Solutions to the exercises of this homework 7 should, just as for HW1-HW6, be written in an R-Markdown document with output: github_document. Both the R-Markdown document (.Rmd-file) and the compiled Markdown document (.md file), as well as any figures needed for properly rendering the Markdown file on GitHub, should be uploaded to your Homework repository as part of a HW7 folder. Code should be written clearly in a consistent style, see in particular Hadley Wickham’s tidyverse style guide. As an example, code should be easily readable and avoid unnecessary repetition of variable names.

Note that there are new data-sets available in the HW_data repository. Downloading them by opening the associated R-project and issue a “pull”. If it fails, delete the HW_data folder on your computer and clone the repository again according to the instructions in HW2.

Deadline

This homework exercise corresponds to the re-examination of the homework part of the HT2021 course for students who particpated actively in the submissions of homeworks during the semester, but for various reasons did not pass one or several of their homework. Who has to which exercises depends sligtly on what homework was missed and is specified individually. All who followed the protocol should have instructions in their “Participating in HW7?” issue on what they need to do.

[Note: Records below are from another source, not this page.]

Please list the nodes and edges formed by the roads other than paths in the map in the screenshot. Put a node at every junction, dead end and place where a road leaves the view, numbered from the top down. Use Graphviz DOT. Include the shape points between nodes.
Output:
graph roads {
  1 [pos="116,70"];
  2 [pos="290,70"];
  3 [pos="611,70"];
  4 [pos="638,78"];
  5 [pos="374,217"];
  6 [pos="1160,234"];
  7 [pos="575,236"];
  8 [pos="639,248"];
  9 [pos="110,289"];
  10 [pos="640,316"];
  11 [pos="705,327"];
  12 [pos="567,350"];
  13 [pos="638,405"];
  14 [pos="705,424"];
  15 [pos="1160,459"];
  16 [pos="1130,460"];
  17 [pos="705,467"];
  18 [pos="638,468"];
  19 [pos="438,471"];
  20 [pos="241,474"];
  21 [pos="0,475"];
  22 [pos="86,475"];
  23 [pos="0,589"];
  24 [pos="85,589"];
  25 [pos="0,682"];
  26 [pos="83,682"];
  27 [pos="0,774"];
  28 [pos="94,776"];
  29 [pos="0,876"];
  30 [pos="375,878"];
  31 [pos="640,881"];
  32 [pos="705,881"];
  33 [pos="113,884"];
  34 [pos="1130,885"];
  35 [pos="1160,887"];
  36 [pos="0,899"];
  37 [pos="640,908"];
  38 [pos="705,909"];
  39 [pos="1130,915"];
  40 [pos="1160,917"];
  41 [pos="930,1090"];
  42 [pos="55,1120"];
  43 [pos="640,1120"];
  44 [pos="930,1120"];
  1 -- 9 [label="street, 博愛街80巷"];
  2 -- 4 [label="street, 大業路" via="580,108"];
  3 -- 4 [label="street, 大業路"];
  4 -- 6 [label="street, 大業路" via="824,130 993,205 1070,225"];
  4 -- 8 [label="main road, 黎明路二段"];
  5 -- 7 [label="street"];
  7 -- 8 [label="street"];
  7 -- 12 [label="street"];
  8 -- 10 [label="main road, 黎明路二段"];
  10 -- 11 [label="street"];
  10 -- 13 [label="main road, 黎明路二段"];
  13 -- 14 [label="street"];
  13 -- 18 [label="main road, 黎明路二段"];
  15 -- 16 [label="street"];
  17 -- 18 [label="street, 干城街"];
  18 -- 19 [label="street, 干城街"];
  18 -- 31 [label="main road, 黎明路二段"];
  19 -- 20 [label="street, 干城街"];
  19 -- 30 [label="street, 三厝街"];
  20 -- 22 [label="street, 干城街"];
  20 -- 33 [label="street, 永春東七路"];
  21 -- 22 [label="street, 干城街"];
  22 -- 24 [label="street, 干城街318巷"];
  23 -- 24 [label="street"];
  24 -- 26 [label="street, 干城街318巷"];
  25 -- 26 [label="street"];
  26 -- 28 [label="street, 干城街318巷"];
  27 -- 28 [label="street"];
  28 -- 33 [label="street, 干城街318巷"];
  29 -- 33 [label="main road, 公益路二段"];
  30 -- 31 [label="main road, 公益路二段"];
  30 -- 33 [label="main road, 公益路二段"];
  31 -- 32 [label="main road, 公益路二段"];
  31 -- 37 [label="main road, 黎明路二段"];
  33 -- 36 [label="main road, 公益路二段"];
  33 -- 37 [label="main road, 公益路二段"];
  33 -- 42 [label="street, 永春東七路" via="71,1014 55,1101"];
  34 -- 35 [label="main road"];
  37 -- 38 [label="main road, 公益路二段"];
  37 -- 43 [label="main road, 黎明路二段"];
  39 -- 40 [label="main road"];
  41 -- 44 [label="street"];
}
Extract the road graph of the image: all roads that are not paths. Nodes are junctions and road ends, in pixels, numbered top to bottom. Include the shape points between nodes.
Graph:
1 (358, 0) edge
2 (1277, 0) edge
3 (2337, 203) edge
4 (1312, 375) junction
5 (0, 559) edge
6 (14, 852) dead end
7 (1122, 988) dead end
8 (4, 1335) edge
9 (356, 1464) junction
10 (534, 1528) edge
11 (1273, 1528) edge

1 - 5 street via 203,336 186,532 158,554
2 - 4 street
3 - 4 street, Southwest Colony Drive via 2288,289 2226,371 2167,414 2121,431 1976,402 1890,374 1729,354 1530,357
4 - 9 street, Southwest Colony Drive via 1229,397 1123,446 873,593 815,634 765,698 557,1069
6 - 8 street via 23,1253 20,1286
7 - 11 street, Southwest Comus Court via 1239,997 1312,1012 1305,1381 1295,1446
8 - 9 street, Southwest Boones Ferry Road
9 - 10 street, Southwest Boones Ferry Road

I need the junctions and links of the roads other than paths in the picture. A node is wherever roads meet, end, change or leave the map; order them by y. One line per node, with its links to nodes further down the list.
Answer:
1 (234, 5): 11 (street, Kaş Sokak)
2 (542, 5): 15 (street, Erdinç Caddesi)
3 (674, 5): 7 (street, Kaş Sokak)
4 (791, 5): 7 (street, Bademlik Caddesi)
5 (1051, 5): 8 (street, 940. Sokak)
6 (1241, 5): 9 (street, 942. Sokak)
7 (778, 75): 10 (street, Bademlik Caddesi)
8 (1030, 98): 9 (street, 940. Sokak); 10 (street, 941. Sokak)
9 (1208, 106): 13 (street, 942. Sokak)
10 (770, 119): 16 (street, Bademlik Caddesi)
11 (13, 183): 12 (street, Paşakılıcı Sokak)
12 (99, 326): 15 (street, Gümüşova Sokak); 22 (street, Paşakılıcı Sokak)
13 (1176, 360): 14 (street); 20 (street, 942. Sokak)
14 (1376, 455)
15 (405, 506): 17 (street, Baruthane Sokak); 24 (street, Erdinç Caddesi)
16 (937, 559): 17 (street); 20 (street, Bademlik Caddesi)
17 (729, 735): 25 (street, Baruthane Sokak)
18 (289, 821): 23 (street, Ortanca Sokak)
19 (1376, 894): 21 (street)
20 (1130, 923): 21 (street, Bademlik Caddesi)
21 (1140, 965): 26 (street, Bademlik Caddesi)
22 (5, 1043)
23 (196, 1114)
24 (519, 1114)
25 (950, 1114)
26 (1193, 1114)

Deadline for this re-examination homework is 2022-03-31. Submission occurs as usual by pushing into your homework repository followed by a new issue with the title “HW7 ready for grading” in your repository or re-use the above mentioned issue. The date of passing the homework part, if you pass this additional homework, will be the date you raised your HW7 issue. Submissions beyond the March deadline are not accepted. Please also add a link from your repository’s README.md file to HW7/HW7.md.

Exercise 1 - SQL and baseball statistics.

In the database HW_Data/baseball.sqlite there is statistics and information on baseball teams, players and many other things relating to the two. In this question we expect you to answer with SQL queries unless otherwise stated. Below you can find code to connect to the dabatase.

db <- dbConnect(RSQLite::SQLite(), file.path("../HW_data/baseball.sqlite"))
dbListTables(db)
  1. The table AwardsPlayers contains data for different different awards over the years. A college of yours presents the following query. Describe in words what information they aim to extract and what steps the query takes to accomplish it.
" SELECT df.awardID, df.yearID, MAX(df.n), MIN(df.n) FROM (
    SELECT awardID , yearID, COUNT(*) as n FROM AwardsPlayers
    WHERE yearID >= 1999
    GROUP BY awardID, yearID
  ) as df
  GROUP BY df.awardID
"

where awardID is the ID (name) of the award, yearID is the year the award was given.

  1. The Teams table contains yearly stats and standings for each baseball team. Has any team had more than one park during any given year?

  2. What team and what player has had the largest increase in salary? The player and team salaries can be found in the Salaries table. Each individual is described by a playerID and each team by a teamID. The players name is found in the People table.

Exercise 2 - Fun & random facts but with proper pronounciation!

In this question we are going to extract random, fun or useless facts which are then to be transformed to phonetic transcripts! We are going to use this API to get the facts. A key feature of this API is that they are random, so there is a probability that you will get the same result twice.

  1. Get the Facts! Use the /random endpoint to get 5 different useless facts in english. Your code must assert that the facts are different (in some way). A useful starting point is to mock the data that you can receive. Given that you use specify a json response in english from the API a “mocked” response might look something like the following printed in the R console
$id
[1] "1"

$text
[1] "This is a little test"

or another response

$id
[1] "2"

$text
[1] "This is a second test which has another fact."

Any of the responses can be thought of as a response from a GET and the content function. Your code must make sure that if you get the first response twice, then you need to throw one away and get another one.

  1. Use the following API to try to translate any word longer than 4 letters to phonetic transcript. You might not be able to translate some words which the code needs to take care of. You may choose how to (or not to) handle words that contain or are in conjuction to special characters, e.g. “test:”, “'” or “é”. Display your facts with and without phonetic transcriptions.